Es ist nicht länger Teil meiner Geschichte, in der Dunkelheit und im Verstoß zu leben, wenn ich in meiner Andersartigkeit sichtbar bin und mich in dem dazu bekenne, eine Grenzgängerin zu sein.

Für jemand anderen ist es vielleicht ein Tabu, sich die eigene Hilflosigkeit einzugestehen und darin einzuwilligen, auf die Hilfe des Umfeldes angewiesen zu sein, um so zur Selbsthilfe zu gelangen. Oder es ist ein Tabu, die eigene Gefühlskälte anzuerkennen und darin einzuwilligen, Berührung von Außen zuzulassen, um die Nähe zu sich selbst wieder zu fühlen.
Oder es ist das eigene Drama und die damit verbundene innere Ohnmacht, welche sich tabu anfühlt. Hier braucht es die eigene Würdigung dieser Abhängigkeit und ein gefühlsstarkes Umfeld, welches das Drama mittragen kann, um so wieder zur Unabhängigkeit zu kommen.

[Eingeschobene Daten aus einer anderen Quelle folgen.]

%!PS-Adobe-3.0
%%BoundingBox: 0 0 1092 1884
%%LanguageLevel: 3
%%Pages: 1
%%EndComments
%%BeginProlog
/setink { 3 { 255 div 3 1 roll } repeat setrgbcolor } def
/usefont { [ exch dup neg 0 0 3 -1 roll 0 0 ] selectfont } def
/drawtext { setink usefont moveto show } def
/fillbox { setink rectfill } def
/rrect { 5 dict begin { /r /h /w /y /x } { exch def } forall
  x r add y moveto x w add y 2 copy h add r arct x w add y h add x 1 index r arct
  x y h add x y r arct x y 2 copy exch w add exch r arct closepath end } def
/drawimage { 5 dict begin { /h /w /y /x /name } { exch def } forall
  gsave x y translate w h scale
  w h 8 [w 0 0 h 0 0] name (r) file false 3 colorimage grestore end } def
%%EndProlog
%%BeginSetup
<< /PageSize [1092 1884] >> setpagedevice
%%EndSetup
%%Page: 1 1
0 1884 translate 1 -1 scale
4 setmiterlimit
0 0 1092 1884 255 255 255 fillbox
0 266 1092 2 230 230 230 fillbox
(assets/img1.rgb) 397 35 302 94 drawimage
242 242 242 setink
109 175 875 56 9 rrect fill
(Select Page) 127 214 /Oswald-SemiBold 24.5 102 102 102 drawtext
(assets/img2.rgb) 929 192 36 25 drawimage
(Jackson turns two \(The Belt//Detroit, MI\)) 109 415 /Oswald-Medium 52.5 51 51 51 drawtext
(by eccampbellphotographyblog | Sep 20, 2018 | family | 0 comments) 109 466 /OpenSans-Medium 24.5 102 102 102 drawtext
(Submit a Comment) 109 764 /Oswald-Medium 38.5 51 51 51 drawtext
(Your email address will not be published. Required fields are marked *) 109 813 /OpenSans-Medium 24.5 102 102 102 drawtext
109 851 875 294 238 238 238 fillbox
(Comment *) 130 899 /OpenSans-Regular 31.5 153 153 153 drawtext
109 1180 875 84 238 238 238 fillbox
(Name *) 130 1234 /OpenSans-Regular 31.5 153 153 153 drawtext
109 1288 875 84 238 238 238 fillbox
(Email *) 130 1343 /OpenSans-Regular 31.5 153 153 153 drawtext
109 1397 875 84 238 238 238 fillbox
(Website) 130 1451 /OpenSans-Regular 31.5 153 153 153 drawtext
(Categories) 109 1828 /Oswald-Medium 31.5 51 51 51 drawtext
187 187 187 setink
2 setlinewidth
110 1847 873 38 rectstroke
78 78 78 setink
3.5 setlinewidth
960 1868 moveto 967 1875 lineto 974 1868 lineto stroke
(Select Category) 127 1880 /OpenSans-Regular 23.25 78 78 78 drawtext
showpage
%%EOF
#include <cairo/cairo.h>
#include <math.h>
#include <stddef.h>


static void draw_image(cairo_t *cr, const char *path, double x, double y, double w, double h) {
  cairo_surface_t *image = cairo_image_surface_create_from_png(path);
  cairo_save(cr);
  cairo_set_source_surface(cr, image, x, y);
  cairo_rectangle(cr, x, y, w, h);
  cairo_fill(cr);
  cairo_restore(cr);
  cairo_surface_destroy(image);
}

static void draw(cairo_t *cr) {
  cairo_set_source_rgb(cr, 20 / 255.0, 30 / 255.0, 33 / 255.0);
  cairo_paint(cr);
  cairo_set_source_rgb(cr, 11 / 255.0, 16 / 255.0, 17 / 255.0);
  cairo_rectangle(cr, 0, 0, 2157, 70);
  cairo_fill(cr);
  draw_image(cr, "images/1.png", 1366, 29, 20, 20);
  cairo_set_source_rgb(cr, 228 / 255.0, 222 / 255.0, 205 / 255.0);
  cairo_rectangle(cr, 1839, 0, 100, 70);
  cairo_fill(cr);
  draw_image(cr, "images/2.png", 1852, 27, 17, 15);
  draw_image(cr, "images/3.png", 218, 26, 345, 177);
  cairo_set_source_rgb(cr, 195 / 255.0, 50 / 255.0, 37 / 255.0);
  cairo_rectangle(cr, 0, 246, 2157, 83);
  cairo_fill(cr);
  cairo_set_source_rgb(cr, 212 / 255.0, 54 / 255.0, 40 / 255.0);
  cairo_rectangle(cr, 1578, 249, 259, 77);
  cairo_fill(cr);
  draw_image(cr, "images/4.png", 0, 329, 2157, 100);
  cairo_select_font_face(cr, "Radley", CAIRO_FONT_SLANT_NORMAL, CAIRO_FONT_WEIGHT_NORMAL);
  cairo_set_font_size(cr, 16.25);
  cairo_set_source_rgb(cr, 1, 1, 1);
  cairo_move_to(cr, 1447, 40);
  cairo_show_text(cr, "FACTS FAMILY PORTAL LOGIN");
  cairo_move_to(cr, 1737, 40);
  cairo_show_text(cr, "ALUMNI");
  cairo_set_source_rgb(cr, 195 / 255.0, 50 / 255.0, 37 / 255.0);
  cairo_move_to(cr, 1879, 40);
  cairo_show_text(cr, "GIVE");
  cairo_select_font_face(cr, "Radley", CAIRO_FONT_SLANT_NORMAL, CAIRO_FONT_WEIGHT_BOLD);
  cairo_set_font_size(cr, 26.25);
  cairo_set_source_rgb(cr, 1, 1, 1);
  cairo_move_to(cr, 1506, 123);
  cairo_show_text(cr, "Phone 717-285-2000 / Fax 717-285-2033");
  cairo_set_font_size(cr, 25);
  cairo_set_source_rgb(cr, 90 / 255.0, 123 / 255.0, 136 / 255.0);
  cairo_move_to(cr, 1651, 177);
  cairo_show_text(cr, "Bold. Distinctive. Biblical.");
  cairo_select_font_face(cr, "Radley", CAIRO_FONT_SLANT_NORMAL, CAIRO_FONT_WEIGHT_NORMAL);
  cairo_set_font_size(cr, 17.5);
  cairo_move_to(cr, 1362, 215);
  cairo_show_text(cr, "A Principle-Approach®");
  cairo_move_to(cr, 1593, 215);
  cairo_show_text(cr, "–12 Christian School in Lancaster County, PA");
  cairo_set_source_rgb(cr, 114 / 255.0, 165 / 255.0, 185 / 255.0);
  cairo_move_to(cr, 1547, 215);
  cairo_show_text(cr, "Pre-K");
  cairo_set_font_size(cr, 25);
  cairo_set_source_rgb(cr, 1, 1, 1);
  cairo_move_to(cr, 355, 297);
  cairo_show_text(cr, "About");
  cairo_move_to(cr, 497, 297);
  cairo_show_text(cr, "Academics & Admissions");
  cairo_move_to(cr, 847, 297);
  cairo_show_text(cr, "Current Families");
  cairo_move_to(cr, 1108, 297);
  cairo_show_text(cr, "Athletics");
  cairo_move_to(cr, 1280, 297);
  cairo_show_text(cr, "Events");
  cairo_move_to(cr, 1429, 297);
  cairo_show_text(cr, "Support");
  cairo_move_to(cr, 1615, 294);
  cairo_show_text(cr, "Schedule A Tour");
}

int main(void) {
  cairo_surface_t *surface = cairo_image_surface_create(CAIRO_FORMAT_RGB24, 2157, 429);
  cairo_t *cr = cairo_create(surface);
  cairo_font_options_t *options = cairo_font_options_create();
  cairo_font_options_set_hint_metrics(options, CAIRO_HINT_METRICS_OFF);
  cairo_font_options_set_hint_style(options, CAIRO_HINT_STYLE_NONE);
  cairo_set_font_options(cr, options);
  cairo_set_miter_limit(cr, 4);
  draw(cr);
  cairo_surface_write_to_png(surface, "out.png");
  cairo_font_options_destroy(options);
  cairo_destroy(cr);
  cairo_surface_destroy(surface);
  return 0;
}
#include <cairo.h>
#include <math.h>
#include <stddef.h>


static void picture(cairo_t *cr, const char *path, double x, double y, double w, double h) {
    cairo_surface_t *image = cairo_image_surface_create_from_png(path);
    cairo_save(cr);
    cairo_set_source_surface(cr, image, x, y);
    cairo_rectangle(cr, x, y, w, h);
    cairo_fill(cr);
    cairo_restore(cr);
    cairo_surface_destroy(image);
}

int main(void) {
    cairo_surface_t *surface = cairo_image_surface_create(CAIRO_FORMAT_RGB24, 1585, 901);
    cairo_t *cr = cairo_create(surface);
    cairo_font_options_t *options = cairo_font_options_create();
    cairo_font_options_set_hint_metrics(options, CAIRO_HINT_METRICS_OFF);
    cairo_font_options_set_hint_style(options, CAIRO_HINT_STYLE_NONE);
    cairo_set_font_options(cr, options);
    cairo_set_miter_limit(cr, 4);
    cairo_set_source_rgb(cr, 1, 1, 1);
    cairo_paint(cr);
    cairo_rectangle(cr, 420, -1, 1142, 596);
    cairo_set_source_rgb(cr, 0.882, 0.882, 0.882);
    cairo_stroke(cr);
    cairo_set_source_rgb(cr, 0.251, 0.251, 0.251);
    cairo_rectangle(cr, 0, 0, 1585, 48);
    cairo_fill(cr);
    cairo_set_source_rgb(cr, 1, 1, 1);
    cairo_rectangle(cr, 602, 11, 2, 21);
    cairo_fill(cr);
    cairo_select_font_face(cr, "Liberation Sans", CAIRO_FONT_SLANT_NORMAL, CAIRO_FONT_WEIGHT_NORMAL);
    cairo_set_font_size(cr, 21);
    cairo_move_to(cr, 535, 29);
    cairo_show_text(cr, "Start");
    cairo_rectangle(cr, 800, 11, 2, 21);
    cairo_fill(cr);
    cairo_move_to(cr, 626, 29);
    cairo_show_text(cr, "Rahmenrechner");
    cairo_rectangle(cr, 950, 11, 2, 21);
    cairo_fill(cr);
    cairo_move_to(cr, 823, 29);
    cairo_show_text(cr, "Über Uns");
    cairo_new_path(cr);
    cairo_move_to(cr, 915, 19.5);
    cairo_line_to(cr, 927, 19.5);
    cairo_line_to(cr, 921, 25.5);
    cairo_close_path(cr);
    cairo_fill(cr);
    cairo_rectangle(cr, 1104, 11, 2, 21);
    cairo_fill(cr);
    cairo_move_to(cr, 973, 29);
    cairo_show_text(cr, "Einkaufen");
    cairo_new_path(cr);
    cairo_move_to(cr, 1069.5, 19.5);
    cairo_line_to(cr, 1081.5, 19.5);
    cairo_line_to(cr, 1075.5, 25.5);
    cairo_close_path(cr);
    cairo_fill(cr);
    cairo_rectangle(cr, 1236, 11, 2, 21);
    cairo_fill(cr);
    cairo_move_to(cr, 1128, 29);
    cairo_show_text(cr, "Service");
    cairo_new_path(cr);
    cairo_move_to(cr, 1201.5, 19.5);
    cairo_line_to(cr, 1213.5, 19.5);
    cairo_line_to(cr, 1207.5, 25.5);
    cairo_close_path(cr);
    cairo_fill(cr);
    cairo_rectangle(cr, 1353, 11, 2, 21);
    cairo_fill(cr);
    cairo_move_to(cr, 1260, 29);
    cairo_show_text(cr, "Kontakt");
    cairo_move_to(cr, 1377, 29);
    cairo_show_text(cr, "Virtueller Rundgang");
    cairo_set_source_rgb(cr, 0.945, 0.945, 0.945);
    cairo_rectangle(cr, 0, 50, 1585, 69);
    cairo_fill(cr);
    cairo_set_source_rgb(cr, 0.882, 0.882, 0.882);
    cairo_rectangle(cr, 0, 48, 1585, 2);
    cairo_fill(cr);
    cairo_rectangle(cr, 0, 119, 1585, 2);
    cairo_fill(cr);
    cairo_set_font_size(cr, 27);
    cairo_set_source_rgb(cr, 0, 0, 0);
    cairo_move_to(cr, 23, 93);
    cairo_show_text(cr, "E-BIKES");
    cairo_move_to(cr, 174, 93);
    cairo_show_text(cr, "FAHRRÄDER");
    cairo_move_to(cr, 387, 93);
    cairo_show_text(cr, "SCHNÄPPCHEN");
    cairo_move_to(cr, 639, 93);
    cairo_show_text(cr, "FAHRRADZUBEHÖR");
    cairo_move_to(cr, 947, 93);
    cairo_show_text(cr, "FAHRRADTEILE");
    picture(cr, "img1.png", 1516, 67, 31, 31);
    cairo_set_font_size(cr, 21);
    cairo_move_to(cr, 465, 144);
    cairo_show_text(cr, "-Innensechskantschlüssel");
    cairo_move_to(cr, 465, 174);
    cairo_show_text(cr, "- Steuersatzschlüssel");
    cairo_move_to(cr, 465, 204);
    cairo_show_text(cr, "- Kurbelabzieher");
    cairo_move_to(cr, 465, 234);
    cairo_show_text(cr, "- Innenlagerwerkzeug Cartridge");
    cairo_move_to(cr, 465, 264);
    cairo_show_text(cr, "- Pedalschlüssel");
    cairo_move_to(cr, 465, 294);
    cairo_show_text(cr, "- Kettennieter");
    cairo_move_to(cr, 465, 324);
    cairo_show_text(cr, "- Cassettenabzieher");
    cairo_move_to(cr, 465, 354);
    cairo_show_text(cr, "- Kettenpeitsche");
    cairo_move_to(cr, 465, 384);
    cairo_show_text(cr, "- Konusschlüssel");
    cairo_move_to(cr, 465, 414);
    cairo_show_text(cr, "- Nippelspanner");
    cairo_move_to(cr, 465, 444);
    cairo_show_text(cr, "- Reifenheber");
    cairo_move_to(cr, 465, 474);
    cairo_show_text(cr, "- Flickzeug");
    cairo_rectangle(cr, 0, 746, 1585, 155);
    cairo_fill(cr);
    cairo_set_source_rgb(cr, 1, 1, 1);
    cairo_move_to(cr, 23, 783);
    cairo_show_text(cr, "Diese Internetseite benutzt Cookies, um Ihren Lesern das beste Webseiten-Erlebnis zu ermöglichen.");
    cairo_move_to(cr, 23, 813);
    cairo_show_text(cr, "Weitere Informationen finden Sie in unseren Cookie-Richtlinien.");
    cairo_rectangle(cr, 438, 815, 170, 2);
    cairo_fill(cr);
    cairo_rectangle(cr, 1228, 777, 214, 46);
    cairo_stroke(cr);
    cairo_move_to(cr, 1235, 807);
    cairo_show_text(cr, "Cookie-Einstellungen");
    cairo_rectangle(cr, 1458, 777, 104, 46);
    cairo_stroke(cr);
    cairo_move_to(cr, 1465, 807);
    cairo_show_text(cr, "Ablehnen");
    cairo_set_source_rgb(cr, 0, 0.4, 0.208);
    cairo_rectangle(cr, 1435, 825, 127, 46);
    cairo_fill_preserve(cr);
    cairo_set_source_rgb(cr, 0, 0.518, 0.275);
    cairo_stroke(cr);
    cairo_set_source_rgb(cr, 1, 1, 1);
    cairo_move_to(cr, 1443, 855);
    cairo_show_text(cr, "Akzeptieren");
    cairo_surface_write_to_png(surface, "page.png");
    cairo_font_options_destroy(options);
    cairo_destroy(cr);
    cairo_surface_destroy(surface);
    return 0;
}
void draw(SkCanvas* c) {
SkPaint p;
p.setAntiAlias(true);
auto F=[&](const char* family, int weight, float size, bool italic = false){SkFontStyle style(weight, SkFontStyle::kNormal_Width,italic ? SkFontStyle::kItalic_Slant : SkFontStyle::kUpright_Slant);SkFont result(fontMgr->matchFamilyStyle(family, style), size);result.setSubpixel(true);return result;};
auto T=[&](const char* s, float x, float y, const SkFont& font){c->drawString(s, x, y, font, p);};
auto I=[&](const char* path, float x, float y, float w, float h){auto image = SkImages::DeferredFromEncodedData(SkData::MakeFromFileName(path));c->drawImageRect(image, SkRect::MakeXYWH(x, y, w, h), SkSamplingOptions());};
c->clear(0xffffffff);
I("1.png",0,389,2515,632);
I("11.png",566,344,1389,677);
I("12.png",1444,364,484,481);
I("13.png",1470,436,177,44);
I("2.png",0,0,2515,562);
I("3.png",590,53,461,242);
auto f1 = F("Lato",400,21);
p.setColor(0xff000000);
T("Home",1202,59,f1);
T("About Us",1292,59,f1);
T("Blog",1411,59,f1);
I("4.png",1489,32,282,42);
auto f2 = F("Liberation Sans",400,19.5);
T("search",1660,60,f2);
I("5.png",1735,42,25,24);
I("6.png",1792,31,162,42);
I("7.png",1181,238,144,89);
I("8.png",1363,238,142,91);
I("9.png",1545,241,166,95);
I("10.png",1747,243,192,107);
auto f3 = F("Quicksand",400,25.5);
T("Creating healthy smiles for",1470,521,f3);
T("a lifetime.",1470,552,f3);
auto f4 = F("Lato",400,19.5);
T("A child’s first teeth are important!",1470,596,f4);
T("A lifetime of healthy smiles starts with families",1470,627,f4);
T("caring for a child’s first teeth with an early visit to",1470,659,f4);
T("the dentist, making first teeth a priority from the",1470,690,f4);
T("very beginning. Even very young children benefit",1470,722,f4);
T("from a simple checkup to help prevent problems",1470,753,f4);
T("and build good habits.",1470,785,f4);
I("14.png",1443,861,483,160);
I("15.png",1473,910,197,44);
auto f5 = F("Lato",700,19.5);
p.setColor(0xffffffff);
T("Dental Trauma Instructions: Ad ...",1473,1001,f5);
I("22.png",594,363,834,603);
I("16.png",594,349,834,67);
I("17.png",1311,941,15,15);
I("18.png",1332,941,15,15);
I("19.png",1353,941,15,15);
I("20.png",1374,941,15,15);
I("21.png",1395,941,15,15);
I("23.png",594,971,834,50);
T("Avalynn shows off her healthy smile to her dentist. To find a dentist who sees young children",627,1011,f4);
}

Die Herausforderung liegt im Eingeständnis und Zugeständnis des eigenen Tabus. Die Akzeptanz folgt dann ganz natürlich aus der Selbstverständnis.

Damit überschreite ich die Grenze des Egos und willige in die Erfahrung von Enttäuschung ein. Ob diese für mich das langersehnte Wunder oder die befürchtete Katastrophe ist, ist nicht vorhersehbar.

Eines ist jedoch sicher: Dann bin ich bei mir, dann bin ich mittendrin, dann bin ich im Leben und dann liebe ich.

Ich möchte euch dazu ermutigen, die kommenden Feiertage zu nutzen, das Wagnis einzugehen, eine liebevolle Umarmung, tiefes Mitgefühl und ehrliche Unterstützung zuzulassen und anzunehmen und vielleicht dabei das Wunder der Integration zu erleben, wenn ihr euch in eurem Tabu berühren lasst.

Frohe Weihnachten und besinnliche Rauhnächte.